»»

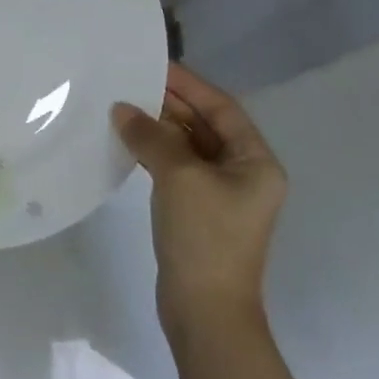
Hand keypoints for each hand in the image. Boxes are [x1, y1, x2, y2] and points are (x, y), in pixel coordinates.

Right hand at [112, 63, 286, 336]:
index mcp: (256, 162)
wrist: (205, 314)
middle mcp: (245, 174)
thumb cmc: (205, 238)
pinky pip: (178, 169)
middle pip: (206, 125)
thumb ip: (151, 136)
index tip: (155, 64)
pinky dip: (156, 153)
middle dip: (170, 104)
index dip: (188, 84)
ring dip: (160, 128)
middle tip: (131, 83)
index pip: (221, 108)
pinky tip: (129, 142)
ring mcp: (222, 195)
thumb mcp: (179, 177)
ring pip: (189, 147)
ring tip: (124, 107)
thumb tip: (122, 109)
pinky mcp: (200, 212)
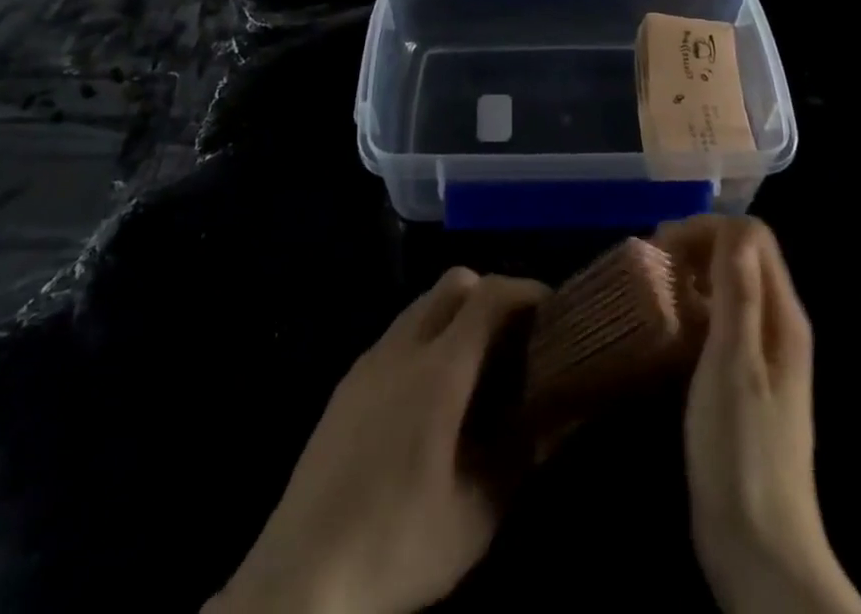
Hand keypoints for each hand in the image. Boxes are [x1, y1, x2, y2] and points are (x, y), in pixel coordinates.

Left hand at [206, 267, 548, 613]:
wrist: (299, 577)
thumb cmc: (397, 545)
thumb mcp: (476, 515)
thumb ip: (522, 456)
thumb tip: (560, 416)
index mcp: (439, 370)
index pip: (490, 295)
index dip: (526, 290)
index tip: (553, 309)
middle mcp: (403, 347)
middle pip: (455, 283)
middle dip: (492, 294)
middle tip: (516, 338)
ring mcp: (369, 360)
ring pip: (423, 304)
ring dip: (458, 314)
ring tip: (478, 367)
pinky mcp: (347, 381)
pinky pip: (398, 333)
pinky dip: (427, 337)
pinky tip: (431, 396)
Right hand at [655, 216, 860, 613]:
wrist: (760, 549)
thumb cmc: (741, 451)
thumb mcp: (733, 364)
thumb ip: (738, 293)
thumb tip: (733, 229)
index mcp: (783, 316)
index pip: (752, 237)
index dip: (707, 229)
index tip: (663, 248)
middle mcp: (778, 325)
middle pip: (742, 255)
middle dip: (697, 245)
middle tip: (652, 264)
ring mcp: (763, 354)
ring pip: (730, 286)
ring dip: (693, 274)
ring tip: (653, 289)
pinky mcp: (744, 380)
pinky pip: (721, 320)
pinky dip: (694, 308)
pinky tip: (667, 328)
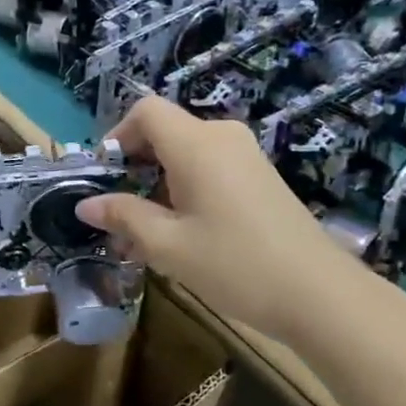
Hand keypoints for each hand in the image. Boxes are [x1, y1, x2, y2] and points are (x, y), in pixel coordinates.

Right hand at [76, 96, 378, 343]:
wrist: (319, 294)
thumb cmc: (234, 264)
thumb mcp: (167, 245)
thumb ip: (124, 217)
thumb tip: (86, 204)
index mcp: (196, 144)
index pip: (146, 111)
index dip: (118, 135)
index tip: (105, 176)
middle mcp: (222, 137)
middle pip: (166, 132)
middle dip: (135, 166)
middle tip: (118, 212)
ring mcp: (246, 156)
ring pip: (187, 153)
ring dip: (159, 183)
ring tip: (144, 233)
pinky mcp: (261, 177)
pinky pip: (211, 168)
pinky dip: (186, 189)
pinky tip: (181, 233)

««

#### [TASK GOAL]
Word for word, output the whole listing, but not its pictures.

#### [EXERCISE ANSWER]
Hand keypoints for each hand in the image. Boxes are [x1, y1, x2, y2] and points are (x, y), in pixel coordinates.

Right hand at [112, 63, 286, 336]:
index mcp: (256, 162)
wrist: (205, 314)
middle mcp: (245, 174)
thumb cmc: (205, 238)
pinky pip: (178, 169)
middle pip: (206, 125)
thumb ip: (151, 136)
index tip: (155, 64)
pinky dip: (156, 153)
middle dip: (170, 104)
index dip: (188, 84)
ring dip: (160, 128)
middle tip: (131, 83)
index pip: (221, 108)
pinky tip: (129, 142)
ring mcp: (222, 195)
thumb mcp: (179, 177)
ring pip: (189, 147)
ring tip: (124, 107)
thumb tip: (122, 109)
pinky mcp: (200, 212)
Hand keypoints for each hand in the image. Boxes are [x1, y1, x2, y2] and points are (x, y), in pixel coordinates.

Left hand at [206, 267, 548, 613]:
wrist: (299, 577)
thumb cmc: (397, 545)
thumb mcp: (476, 515)
thumb ip: (522, 456)
thumb tip: (560, 416)
index mcp: (439, 370)
index pip: (490, 295)
index dip: (526, 290)
index tip: (553, 309)
middle mcp: (403, 347)
middle pip: (455, 283)
middle dip: (492, 294)
middle tip: (516, 338)
ring mcp: (369, 360)
ring pip: (423, 304)
ring dip: (458, 314)
ring tip: (478, 367)
pinky mcp: (347, 381)
pinky pip: (398, 333)
pinky dip: (427, 337)
pinky tip: (431, 396)
Right hand at [655, 216, 860, 613]:
wrist: (760, 549)
thumb cmc: (741, 451)
thumb mcp: (733, 364)
thumb ip: (738, 293)
thumb tip: (733, 229)
index mcp: (783, 316)
index pip: (752, 237)
index dip: (707, 229)
index tip: (663, 248)
middle mcp: (778, 325)
middle pip: (742, 255)
middle dip: (697, 245)
middle tip: (652, 264)
ring mcp: (763, 354)
ring pip: (730, 286)
ring dip: (693, 274)
ring tip: (653, 289)
pinky mcp: (744, 380)
pinky pip: (721, 320)
pinky dip: (694, 308)
pinky tip: (667, 328)
Hand keypoints for each hand in the image. Boxes are [x1, y1, x2, y2] and points are (x, y), in pixel coordinates.

Right hand at [76, 96, 378, 343]:
wrist: (319, 294)
thumb cmc: (234, 264)
thumb mcp: (167, 245)
thumb ip: (124, 217)
thumb tip: (86, 204)
index mcp: (196, 144)
index pip: (146, 111)
index dip: (118, 135)
index tip: (105, 176)
middle mcp: (222, 137)
middle pip: (166, 132)
middle dip: (135, 166)
middle tip: (118, 212)
ring mcp: (246, 156)
ring pip: (187, 153)
ring dip: (159, 183)
ring tip: (144, 233)
pinky mcp: (261, 177)
pinky pip: (211, 168)
pinky dip: (186, 189)
pinky tip: (181, 233)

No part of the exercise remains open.